Before we had children, McDaddy and I were travelling to Maryland to visit his sister and her husband. Our brother-in-law had recently joined the Air National Guard and was training in Maryland. Just minutes after deciding I was bored, I began to fan McDaddy with the map in a grandiose sort of way, saying something like “your comfort is my pleasure” or something as mildly ridiculous as that, and the next thing I knew, a gust of wind caught the map and the map flew out the sunroof of our Toyota Camry onto the busy interstate. I looked at McDaddy with wide eyes and he stared back at me wondering what he had just witnessed.

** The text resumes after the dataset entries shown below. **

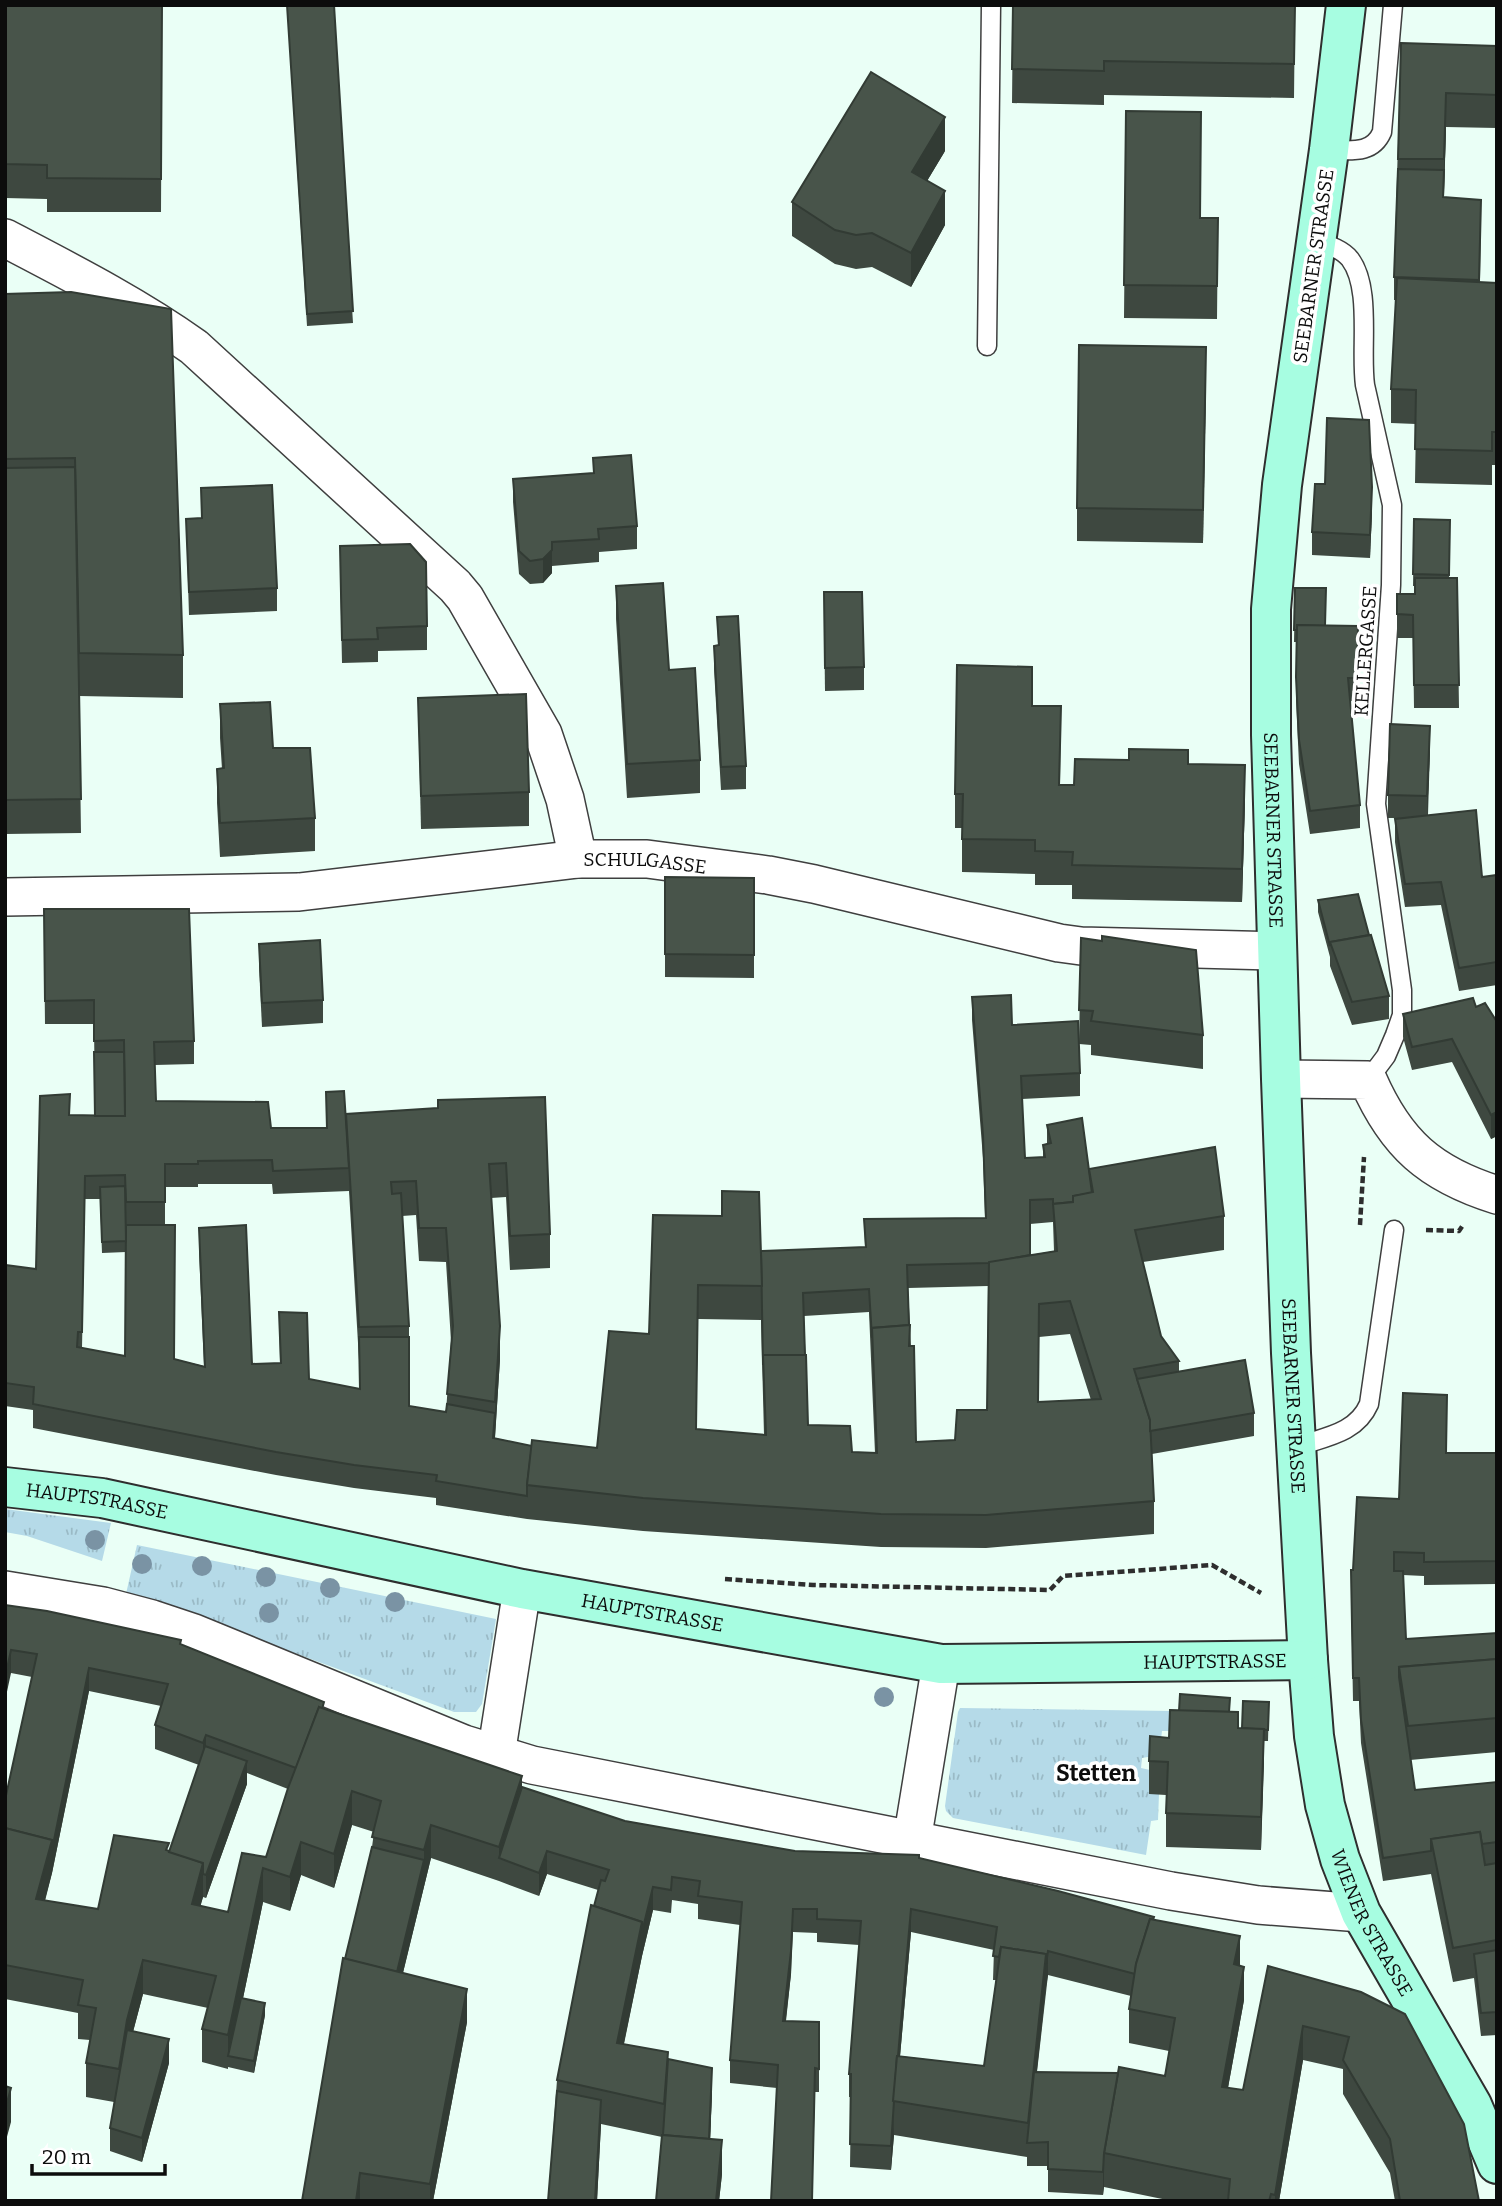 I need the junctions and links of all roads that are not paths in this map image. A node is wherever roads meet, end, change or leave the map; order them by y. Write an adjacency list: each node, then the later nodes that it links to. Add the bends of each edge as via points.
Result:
1 (991, 5): 7 (lane)
2 (1346, 5): 4 (main road, SEEBARNER STRASSE)
3 (1393, 5): 4 (lane, via 1379,140 1370,148)
4 (1329, 150): 6 (main road, SEEBARNER STRASSE)
5 (5, 238): 8 (street, via 126,302 194,348 455,586 543,734 565,799)
6 (1316, 242): 10 (main road, SEEBARNER STRASSE, via 1282,485 1271,609); 12 (lane, KELLERGASSE, via 1333,246 1349,258 1363,289 1362,365 1392,505 1376,804 1400,965 1402,1015 1386,1056)
7 (987, 346)
8 (578, 859): 9 (street, SCHULGASSE, via 299,892); 10 (street, SCHULGASSE, via 647,859 768,875 1059,943)
9 (5, 897)
10 (1277, 951): 11 (main road, SEEBARNER STRASSE)
11 (1281, 1079): 12 (street); 15 (main road, SEEBARNER STRASSE)
12 (1368, 1080): 13 (street, via 1410,1148 1450,1176)
13 (1497, 1195)
14 (1395, 1230): 15 (lane, via 1369,1404 1363,1418 1353,1427)
15 (1296, 1447): 19 (main road, SEEBARNER STRASSE)
16 (5, 1486): 17 (main road, HAUPTSTRASSE, via 102,1498)
17 (523, 1589): 20 (main road, HAUPTSTRASSE); 21 (street)
18 (5, 1590): 21 (street, via 152,1619)
19 (1308, 1660): 20 (main road, HAUPTSTRASSE); 23 (main road, WIENER STRASSE, via 1325,1805)
20 (941, 1664): 22 (street)
21 (496, 1755): 22 (street)
22 (912, 1841): 23 (street, via 1258,1905)
23 (1361, 1913): 24 (main road, WIENER STRASSE, via 1472,2105)
24 (1497, 2164) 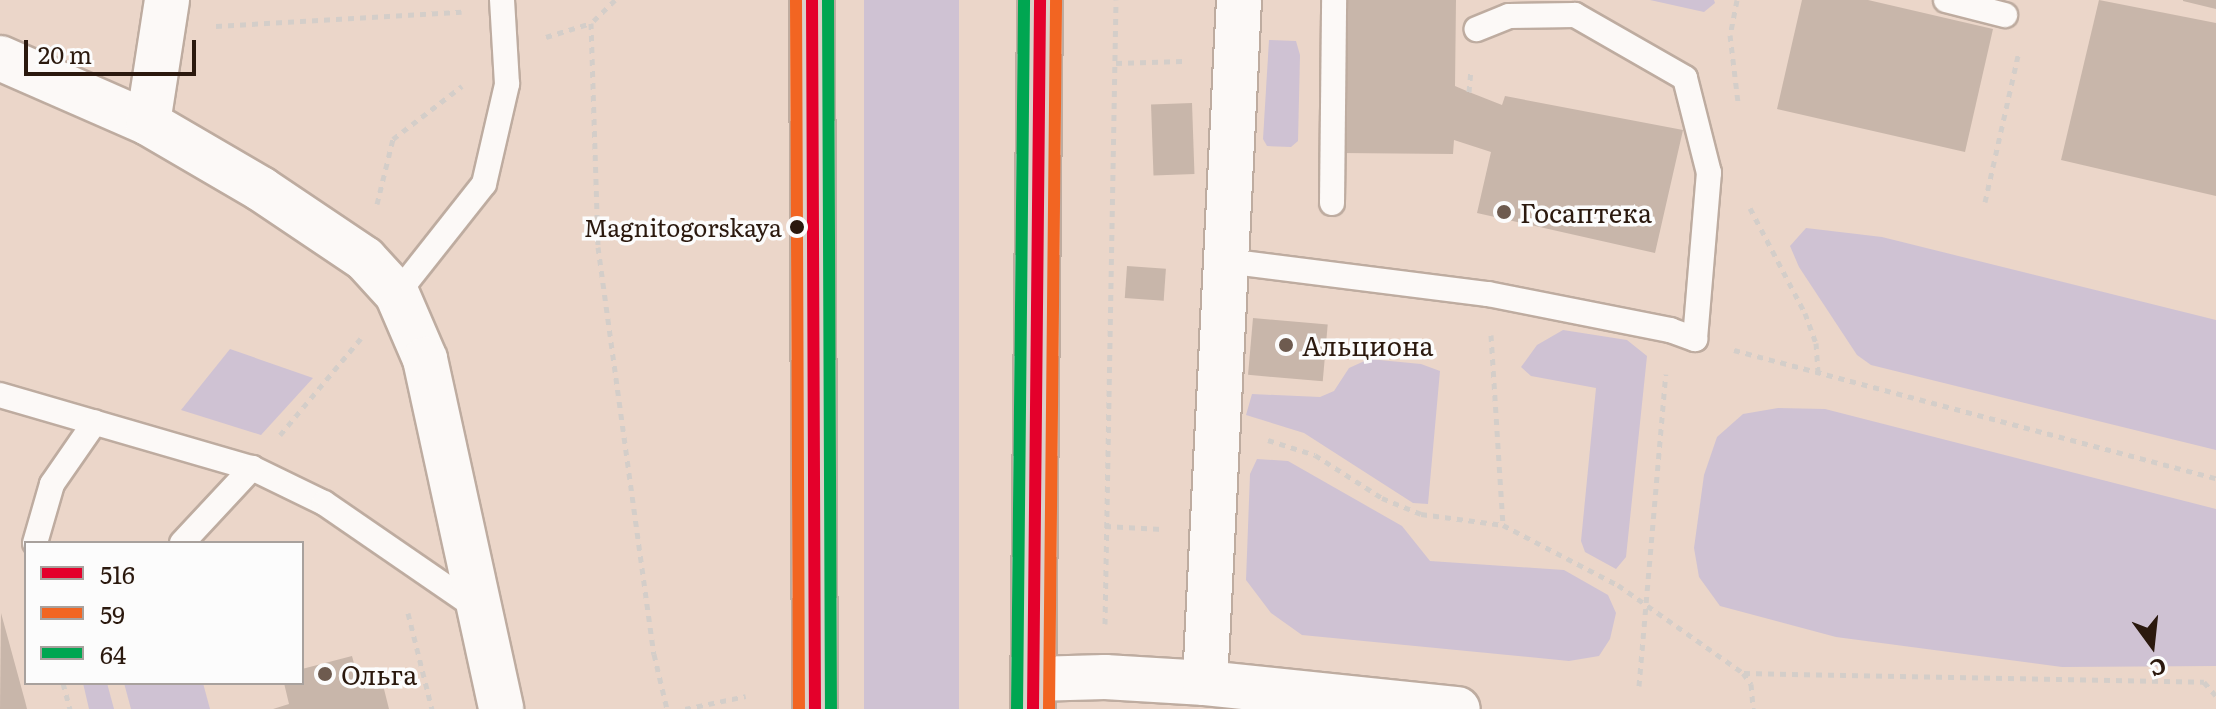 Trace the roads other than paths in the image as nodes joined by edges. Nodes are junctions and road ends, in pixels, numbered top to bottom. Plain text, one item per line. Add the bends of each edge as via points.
1 (812, 0) edge
2 (1040, 0) edge
3 (1239, 0) edge
4 (1334, 0) edge
5 (1946, 0) edge
6 (502, 5) edge
7 (166, 15) edge
8 (2005, 15) road end
9 (1477, 29) dead end
10 (0, 58) edge
11 (148, 123) junction
12 (1332, 203) dead end
13 (1226, 261) junction
14 (397, 294) junction
15 (0, 395) edge
16 (95, 422) junction
17 (252, 468) junction
18 (36, 541) edge
19 (184, 541) edge
20 (477, 608) junction
21 (1223, 693) edge
22 (1033, 694) edge
23 (501, 709) edge
24 (815, 709) edge
25 (1458, 709) edge

1 - 24 highway
2 - 22 highway
3 - 13 street
4 - 12 lane
5 - 8 lane
6 - 14 lane via 507,84 484,184
7 - 11 street
9 - 13 lane via 1509,16 1575,15 1685,78 1709,173 1695,339 1488,294
10 - 11 street
11 - 14 street via 365,259
13 - 21 street
14 - 20 street via 425,359
15 - 16 lane
16 - 17 lane
16 - 18 lane via 52,484
17 - 19 lane
17 - 20 lane via 324,503
20 - 23 street
21 - 22 street via 1105,677
21 - 25 street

Funny thing is, we actually needed the map because back in 1999, there was no thought of a GPS and it was also well before we had phones with any kind of capability beyond phoning someone. Back in the day, we actually called Triple A (AAA ?) days before the trip to order a map, and then, someone (usually McDaddy) actually had to read the map. Lucky for us, McDaddy is the kind of guy that studies his route well in advance of the actual excursion, so he had a pretty good idea of where we were headed. Still, it was a defining moment in our marriage because at that moment, I learned that I am dangerous when I am bored and McDaddy learned that travelling with my on any kind of trip would be a just that.
McDaddy and I are as different as they come, yet, we get along beautifully.
Late Wednesday night, we went for a walk on the beach. It was a bit chilly, but I barely noticed because I was with the love of my life. And we were walking on the beach. We didn’t encounter one single person that night and I was glad. I like being alone with him.
As we trudged through the sand, listening to the waves crashing against the shore, I went and got all philosophical on him and I asked him if marriage was everything he thought it would be. After hesitating for just a second, he said, “No, it’s actually more.” I smiled because I feel the same way. When we stood at the altar and pledged our love to one another in 1998, I knew nothing.
Hear me. I knew nothing.
Had you asked me back then, it would have taken me a lifetime to tell you everything I knew. I was in grad school studying Criminal Justice (ha!) and McDaddy had just graduated with a degree in electrical engineering. I knew I was good at organizing stuff, and I knew that I would keep things tidy because my world requires things to be organized and tidy. I knew that I would have to learn how to live with another person, and I was certain that I could screw up a checkbook better than anyone I knew. I was sure the world would be a better place once I launched into my career and began saving the world, one criminal at a time, and I also knew that if all else failed, I could make McDaddy a batch of chocolate chip cookies and everything in our world would be right again. (And if I didn’t know it then, I know now that I love a good run-on sentence!) I knew that it would take some work making this marriage thing work, and I knew without a doubt that McDaddy was a reasonable, logical, kind hearted person and that he would make marriage very easy. I knew, even back then that I was blessed to share my life with him.
As we walked along the beach, I thought about the trips we have taken together.
We’ve been to 34 states (at last count), Bahamas, Mexico, Canada, an eight country tour of Europe, and Cuba.
He’s held my hand through eight four very long weeks of bed rest.
Two high-risk pregnancies.
A difficult boss.
And lasek surgery
He’s cheered me on during weight-loss efforts.
And two high-risk pregnancies
We’ve weathered storms of change.
And as we walked down the beach two nights ago, all of that flashed through my mind as we walked in silence. I knew that marriage was so much more than what I could have ever hoped for, or imagined and I knew without a doubt that God created him for me!